Tommy's Take by Tommy Pomatico 12/29

How Not to Start Your 2026 Fitness Journey

Every January, gyms get packed, grocery carts fill with “healthy” food, and motivation is sky-high. And by February? Most people are right back where they started.

If you want 2026 to be different, first understand what not to do. Because the fastest way to fail your fitness journey is to repeat the same mistakes everyone else makes.

Here’s exactly how not to start.

1. Don’t Go All-In on Day One

Starting with:

  • 6 workouts a week

  • Zero carbs, zero sugar, zero fun

  • Two hours of cardio a day

  • 10 new supplements

…is a great way to burn out by week two.

Extreme starts feel productive, but they’re not sustainable. Your body adapts. Your mind quits.

What happens:

You miss a day → feel like you failed → spiral → quit.

Fitness isn’t about how hard you start. It’s about how long you can stay consistent.

2. Don’t Chase Hacks and Shortcuts

If your plan includes:

  • Detox teas

  • Fat burners as the main strategy

  • Ice baths for fat loss

  • Sauna “weight loss”

  • Waist trainers

  • Magic TikTok workouts

You’re already off track.

There are no hacks. There’s no secret. There’s just:

  • Calories in vs out

  • Lifting weights

  • Moving more

  • Eating protein

  • Sleeping better

Everything else is noise.

If it sounds easier than hard work, it probably doesn’t work.

3. Don’t Avoid Strength Training

If your idea of getting fit is:

  • Only cardio

  • Endless classes with no progression

  • “Toning” workouts with pink dumbbells

You’re leaving results on the table.

Muscle is what:

  • Raises metabolism

  • Shapes your physique

  • Improves insulin sensitivity

  • Keeps weight off long term

  • Makes you look good when the fat comes off

Skipping strength training is like trying to build a house without a foundation.

4. Don’t Starve Yourself

Slashing calories as low as possible might drop the scale fast…

…but it also drops:

  • Energy

  • Strength

  • Muscle

  • Hormones

  • Adherence

Then comes:

  • Binges

  • Weight regain

  • Slower metabolism

  • Frustration

The goal isn’t to lose weight as fast as possible.

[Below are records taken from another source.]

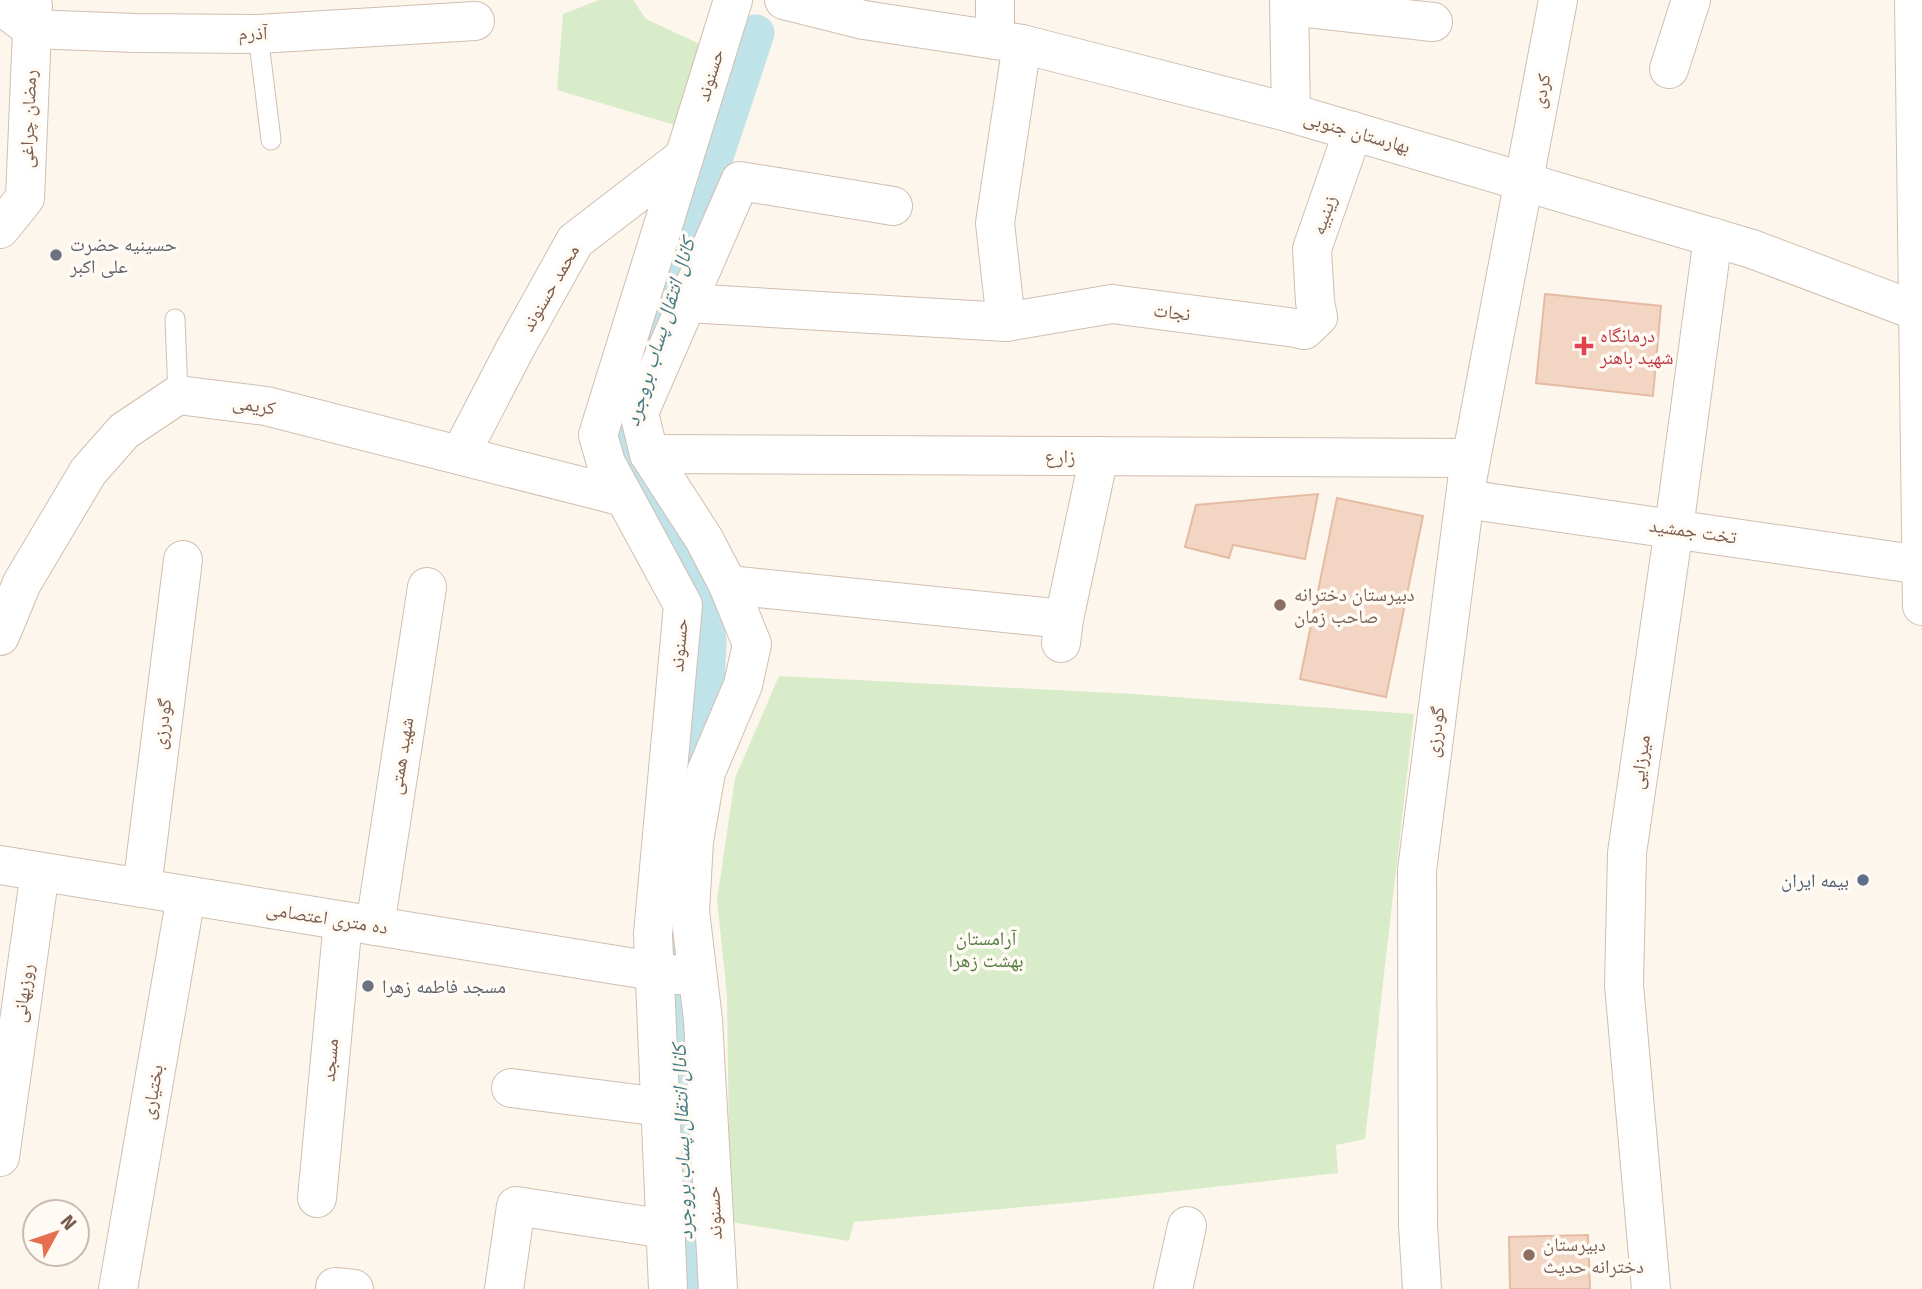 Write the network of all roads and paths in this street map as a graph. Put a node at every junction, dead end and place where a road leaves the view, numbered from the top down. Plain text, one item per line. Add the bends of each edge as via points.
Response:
1 (733, 0) edge
2 (784, 0) edge
3 (995, 0) edge
4 (1558, 0) edge
5 (1691, 0) edge
6 (1914, 0) edge
7 (1289, 3) edge
8 (0, 5) edge
9 (32, 15) edge
10 (475, 21) dead end
11 (1433, 22) dead end
12 (258, 34) junction
13 (1008, 42) junction
14 (1669, 69) dead end
15 (1291, 113) junction
16 (1353, 131) junction
17 (271, 140) dead end
18 (684, 157) junction
19 (1524, 182) junction
20 (893, 206) dead end
21 (0, 229) edge
22 (1713, 237) junction
23 (1315, 302) joint
24 (687, 303) junction
25 (1920, 312) edge
26 (175, 319) dead end
27 (1006, 322) junction
28 (178, 395) junction
29 (649, 453) junction
30 (460, 455) junction
31 (1099, 456) junction
32 (1471, 458) junction
33 (624, 497) junction
34 (1465, 499) junction
35 (1674, 528) junction
36 (183, 560) dead end
37 (1921, 565) edge
38 (10, 583) edge
39 (728, 585) junction
40 (427, 587) dead end
41 (1922, 606) edge
42 (0, 636) edge
43 (0, 865) edge
44 (40, 872) junction
45 (142, 888) junction
46 (186, 896) junction
47 (359, 923) junction
48 (655, 971) junction
49 (697, 977) junction
50 (511, 1088) dead end
51 (661, 1107) junction
52 (0, 1157) edge
53 (317, 1198) dead end
54 (1187, 1226) dead end
55 (666, 1229) junction
56 (118, 1289) edge
57 (335, 1289) edge
58 (354, 1289) edge
59 (504, 1289) edge
60 (668, 1289) edge
61 (718, 1289) edge
62 (1173, 1289) edge
63 (1422, 1289) edge
64 (1651, 1289) edge

1 - 18 street, حسنوند
2 - 13 street, بهارستان جنوبی via 864,20
3 - 13 street
4 - 19 street, کردی
5 - 14 street
6 - 25 street
7 - 11 street
7 - 15 street
8 - 9 street
9 - 12 street, آذرم via 135,33
9 - 21 street, رمضان چراغی via 24,198
10 - 12 street, آذرم
12 - 17 lane
13 - 15 street, بهارستان جنوبی
13 - 27 street via 995,223
15 - 16 street, بهارستان جنوبی
16 - 19 street, بهارستان جنوبی
16 - 23 street, زینبیه via 1312,249
18 - 30 street, محمد حسنوند via 575,241
18 - 33 street, حسنوند via 597,435
19 - 22 street, بهارستان جنوبی
19 - 32 street, گودرزی
20 - 24 street, حسنوند via 740,181
22 - 25 street, بهارستان جنوبی
22 - 35 street, میرزایی
23 - 27 street, نجات via 1318,317 1304,330 1112,304
24 - 27 street, نجات
24 - 29 street, حسنوند via 639,413
25 - 37 street
26 - 28 lane
28 - 30 street, کریمی via 266,406
28 - 38 street via 124,431 88,472
29 - 31 street, زارع
29 - 39 street, حسنوند
30 - 33 street, کریمی
31 - 32 street, زارع
31 - 39 street via 1063,631
32 - 34 street, گودرزی
33 - 48 street, حسنوند via 683,605 653,934
34 - 35 street, تخت جمشید
34 - 63 street, گودرزی via 1417,870
35 - 37 street, تخت جمشید
35 - 64 street, میرزایی via 1627,853 1624,985
36 - 45 street, گودرزی
37 - 41 street
38 - 42 street
39 - 49 street, حسنوند via 752,644 743,685 706,772 694,841 690,911
40 - 47 street, شهید همتی
43 - 44 street, ده متری اعتصامی
44 - 45 street, ده متری اعتصامی
44 - 52 street, روزبهانی
45 - 46 street, ده متری اعتصامی
46 - 47 street, ده متری اعتصامی
46 - 56 street, بختیاری
47 - 48 street, ده متری اعتصامی
47 - 53 street, مسجد
48 - 49 street, ده متری اعتصامی
48 - 51 street, حسنوند
49 - 61 street, حسنوند
50 - 51 street
51 - 55 street, حسنوند
54 - 62 street
55 - 59 street via 516,1206
55 - 60 street, حسنوند
57 - 58 street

The goal is to lose it while still training hard, recovering, and living your life.

Aggressive works short term. Smart works long term.

5. Don’t Rely on Motivation

Motivation is high in January.

Motivation is gone in February.

If your plan only works when you “feel like it,” it’s a bad plan.

Progress comes from:

  • Structure

  • Habits

  • Showing up when you don’t want to

The people who succeed aren’t more motivated.

They’re more consistent.

6. Don’t Copy Someone Else’s Plan

Your friend’s diet.

A pro bodybuilder’s split.

A celebrity’s routine.

A 120-lb influencer’s “what I eat in a day.”

Different:

  • Body size

  • Lifestyle

  • Schedule

  • Stress

  • Training age

  • Goals

What works for them may be terrible for you.

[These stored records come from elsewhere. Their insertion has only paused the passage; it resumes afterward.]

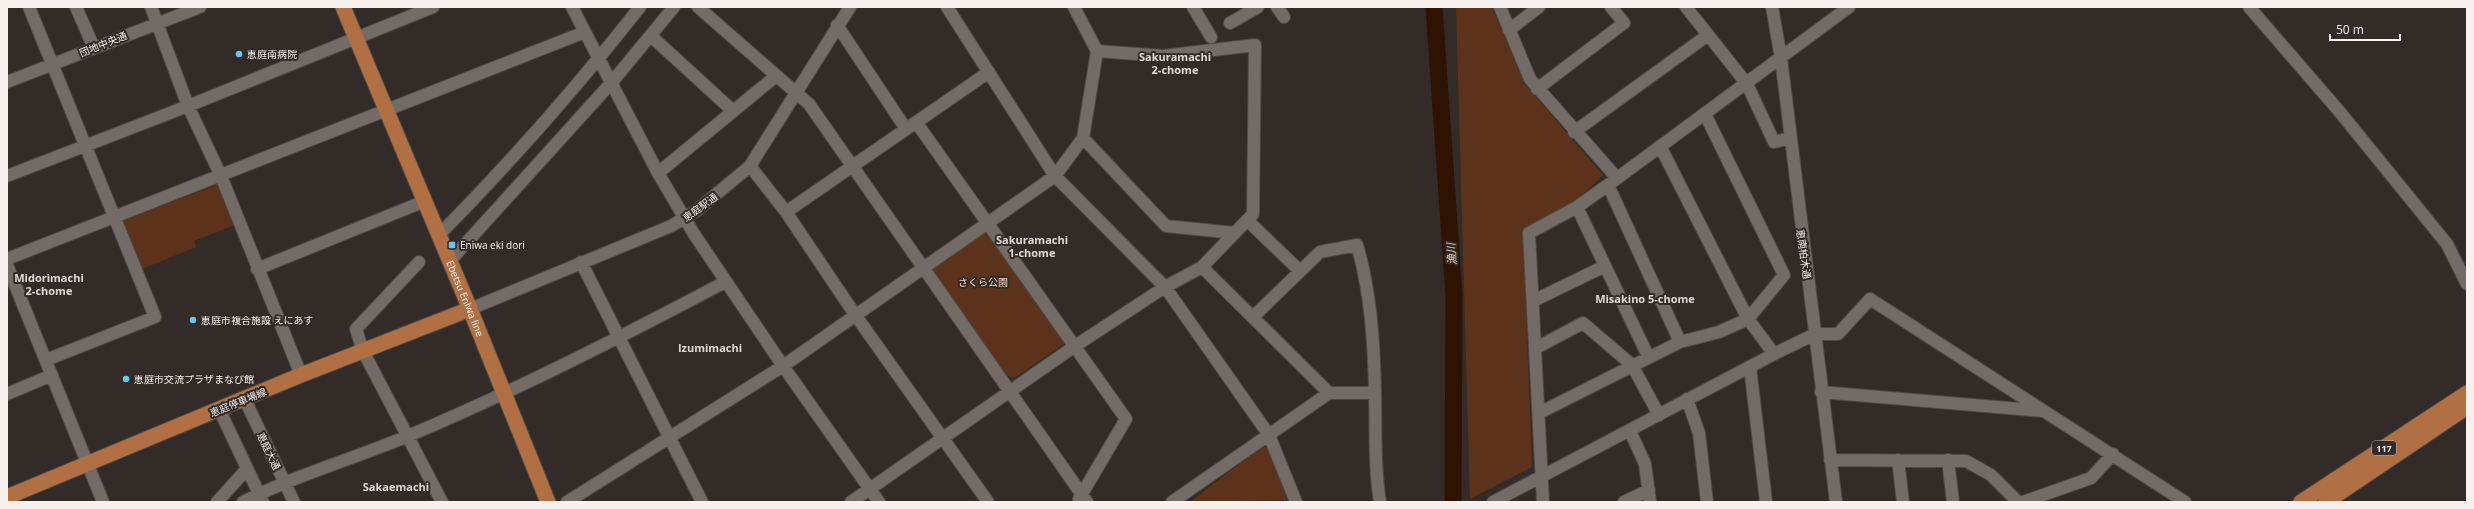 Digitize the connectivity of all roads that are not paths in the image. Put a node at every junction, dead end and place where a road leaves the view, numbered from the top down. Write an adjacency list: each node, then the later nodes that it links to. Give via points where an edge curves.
1 (29, 7): 38 (street)
2 (76, 7): 34 (street)
3 (151, 7): 25 (street)
4 (200, 7): 25 (street, 団地中央通)
5 (344, 7): 33 (main road, Ebetsu Eniwa line)
6 (433, 7): 33 (street)
7 (572, 7): 29 (street)
8 (640, 7): 37 (street)
9 (674, 7): 31 (street)
10 (698, 7): 40 (street)
11 (850, 7): 27 (street, 恵庭駅通)
12 (947, 7): 39 (street)
13 (1074, 7): 35 (street)
14 (1193, 7): 32 (street)
15 (1258, 7): 26 (street)
16 (1277, 7): 24 (street)
17 (1500, 7): 28 (street)
18 (1539, 7): 28 (street)
19 (1611, 7): 44 (street, via 1624,23)
20 (1686, 7): 30 (street)
21 (1772, 7): 36 (street, 恵南柏木通)
22 (1849, 7): 36 (street)
23 (2249, 7): 83 (street, via 2339,111 2447,244)
24 (1284, 17)
25 (158, 22): 34 (street, 団地中央通); 46 (street)
26 (1230, 23)
27 (837, 25): 45 (street, 恵庭駅通); 50 (street)
28 (1509, 30): 44 (street, via 1530,79)
29 (585, 32): 37 (street); 47 (street)
30 (1708, 35): 43 (street); 51 (street)
31 (651, 36): 42 (street); 48 (street)
32 (1211, 37)
33 (355, 39): 46 (street); 47 (main road, Ebetsu Eniwa line)
34 (94, 48): 38 (street, 団地中央通)
35 (1097, 51): 52 (street); 68 (street, via 1163,56 1255,45 1253,214)
36 (1781, 58): 43 (street); 53 (street, 恵南柏木通)
37 (599, 60): 42 (street); 71 (street, via 493,180)
38 (54, 64): 41 (street, 団地中央通); 54 (street)
39 (989, 72): 50 (street); 61 (street)
40 (776, 76): 45 (street); 48 (street)
41 (7, 82)
42 (612, 82): 58 (street); 74 (street)
43 (1746, 84): 49 (street); 53 (street, via 1774,142)
44 (1537, 89): 51 (street)
45 (795, 94): 56 (street, 恵庭駅通); 57 (street, via 809,104)
46 (188, 106): 54 (street); 60 (street)
47 (387, 110): 60 (street); 63 (main road, Ebetsu Eniwa line)
48 (733, 111): 58 (street)
49 (1705, 114): 55 (street); 89 (street, via 1784,275)
50 (911, 125): 57 (street); 69 (street)
51 (1574, 132): 62 (street)
52 (1083, 138): 61 (street); 70 (street, via 1166,226)
53 (1791, 138): 90 (street, 恵南柏木通)
54 (85, 145): 59 (street); 66 (street)
55 (1660, 146): 62 (street); 89 (street)
56 (750, 166): 65 (street); 67 (street, 恵庭駅通)
57 (853, 166): 65 (street); 78 (street)
58 (658, 172): 67 (street)
59 (7, 176)
60 (221, 176): 66 (street); 80 (street)
61 (1055, 176): 69 (street); 84 (street)
62 (1612, 182): 64 (street); 92 (street)
63 (425, 200): 71 (main road, Ebetsu Eniwa line); 80 (street)
64 (1576, 207): 77 (street); 85 (street, via 1530,233)
65 (786, 212): 87 (street)
66 (114, 217): 72 (street); 98 (street, via 154,317)
67 (686, 219): 75 (street, 恵庭駅通); 82 (street)
68 (1247, 220): 70 (street); 81 (street)
69 (987, 225): 78 (street); 93 (street)
70 (1235, 233): 79 (street)
71 (439, 235): 74 (main road, Ebetsu Eniwa line)
72 (7, 259)
73 (419, 262): 95 (street, via 356,329)
74 (449, 262): 86 (main road, Ebetsu Eniwa line)
75 (581, 262): 86 (street, 恵庭駅通); 91 (street)
76 (7, 265): 98 (street)
77 (1605, 266): 85 (street); 97 (street)
78 (923, 267): 87 (street); 104 (street)
79 (1202, 267): 84 (street); 88 (street)
80 (257, 269): 103 (street)
81 (1300, 271): 88 (street); 106 (street, via 1320,252 1358,245 1373,331)
82 (725, 282): 91 (street); 100 (street)
83 (2467, 284)
84 (1165, 288): 93 (street); 119 (street)
85 (1533, 301): 94 (street)
86 (470, 309): 95 (main road, 恵庭停車場線); 109 (main road, Ebetsu Eniwa line)
87 (856, 316): 100 (street); 122 (street)
88 (1253, 317): 110 (street)
89 (1748, 319): 92 (street, via 1719,332); 96 (street)
90 (1815, 334): 96 (street); 105 (street, 恵南柏木通); 115 (street, via 1838,334 1870,299)
91 (618, 338): 109 (street); 121 (street)
92 (1680, 342): 97 (street)
93 (1075, 346): 104 (street); 136 (street, via 1126,418)
94 (1536, 348): 99 (street, via 1583,324); 116 (street)
95 (363, 350): 103 (main road, 恵庭停車場線); 120 (street)
96 (1774, 354): 101 (street)
97 (1648, 356): 99 (street)
98 (46, 360): 102 (street)
99 (1632, 365): 116 (street); 117 (street)
100 (783, 366): 121 (street); 131 (street)
101 (1750, 367): 111 (street); 156 (street)
102 (52, 375): 108 (street); 127 (street)
103 (302, 375): 112 (main road, 恵庭停車場線)
104 (1010, 392): 122 (street); 136 (street)
105 (1821, 392): 115 (street); 124 (street, 恵南柏木通)
106 (1375, 393): 110 (street); 150 (street, via 1376,478)
107 (2467, 393): 163 (main road, 117)
108 (7, 394)
109 (503, 394): 120 (street); 143 (main road, Ebetsu Eniwa line)
110 (1329, 394): 119 (street)
111 (1687, 399): 117 (street); 155 (street, via 1699,434)
112 (245, 400): 114 (main road, 恵庭停車場線); 130 (street, 恵庭大通)
113 (2467, 407): 164 (main road, 117)
114 (219, 409): 127 (main road, 恵庭停車場線); 128 (street)
115 (2046, 411): 123 (street)
116 (1539, 413): 129 (street)
117 (1659, 415): 118 (street)
118 (1630, 431): 129 (street); 132 (street, via 1645,464)
119 (1269, 435): 137 (street); 149 (street)
120 (407, 436): 130 (street); 142 (street)
121 (669, 438): 144 (street); 145 (street)
122 (943, 438): 131 (street); 148 (street)
123 (2113, 454): 135 (street); 161 (street, via 2091,478)
124 (1830, 460): 125 (street); 157 (street, 恵南柏木通)
125 (1898, 460): 126 (street); 158 (street)
126 (1948, 460): 159 (street); 160 (street, via 1966,461 1980,468 2002,484)
127 (87, 464): 133 (main road, 恵庭停車場線); 138 (street)
128 (246, 470): 134 (street); 139 (street)
129 (1542, 476): 151 (street); 152 (street)
130 (285, 483): 134 (street); 141 (street, 恵庭大通)
131 (870, 489): 146 (street); 147 (street)
132 (1649, 490): 153 (street); 154 (street)
133 (7, 496)
134 (261, 498): 140 (street)
135 (2169, 498): 162 (street)
136 (1082, 499)
137 (1177, 500)
138 (103, 502)
139 (217, 502)
140 (243, 502)
141 (294, 502)
142 (442, 502)
143 (548, 502)
144 (567, 502)
145 (702, 502)
146 (851, 502)
147 (879, 502)
148 (988, 502)
149 (1296, 502)
150 (1380, 502)
151 (1492, 502)
152 (1543, 502)
153 (1624, 502)
154 (1650, 502)
155 (1707, 502)
156 (1766, 502)
157 (1836, 502)
158 (1903, 502)
159 (1953, 502)
160 (2018, 502)
161 (2023, 502)
162 (2185, 502)
163 (2301, 502)
164 (2326, 502)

Random plans = random results.

7. Don’t Expect 10 Years of Work in 10 Weeks

You didn’t gain the weight in 2 months.

You won’t undo it in 2 months.

If you expect:

  • A six-pack by March

  • A total life transformation by spring

  • Perfection from day one

You’re setting yourself up to quit when reality hits.

Fitness rewards patience.

Not urgency.

So What Should You Do Instead?

Simple:

  • Start slower than you think you need to

  • Lift weights 3–5x/week

  • Walk more

  • Eat enough protein

  • Create a small calorie deficit

  • Track progress honestly

  • Build habits you can keep for years

Boring works.

Consistent works.

Simple works.

Final Thought

If you start 2026 the same way you’ve started every other year — extreme, emotional, chasing quick fixes — you’ll probably end it the same way too.

This year, don’t try to be perfect.

Try to be consistent.

Because the people who win in fitness aren’t the ones who go hardest in January…

They’re the ones still showing up in December.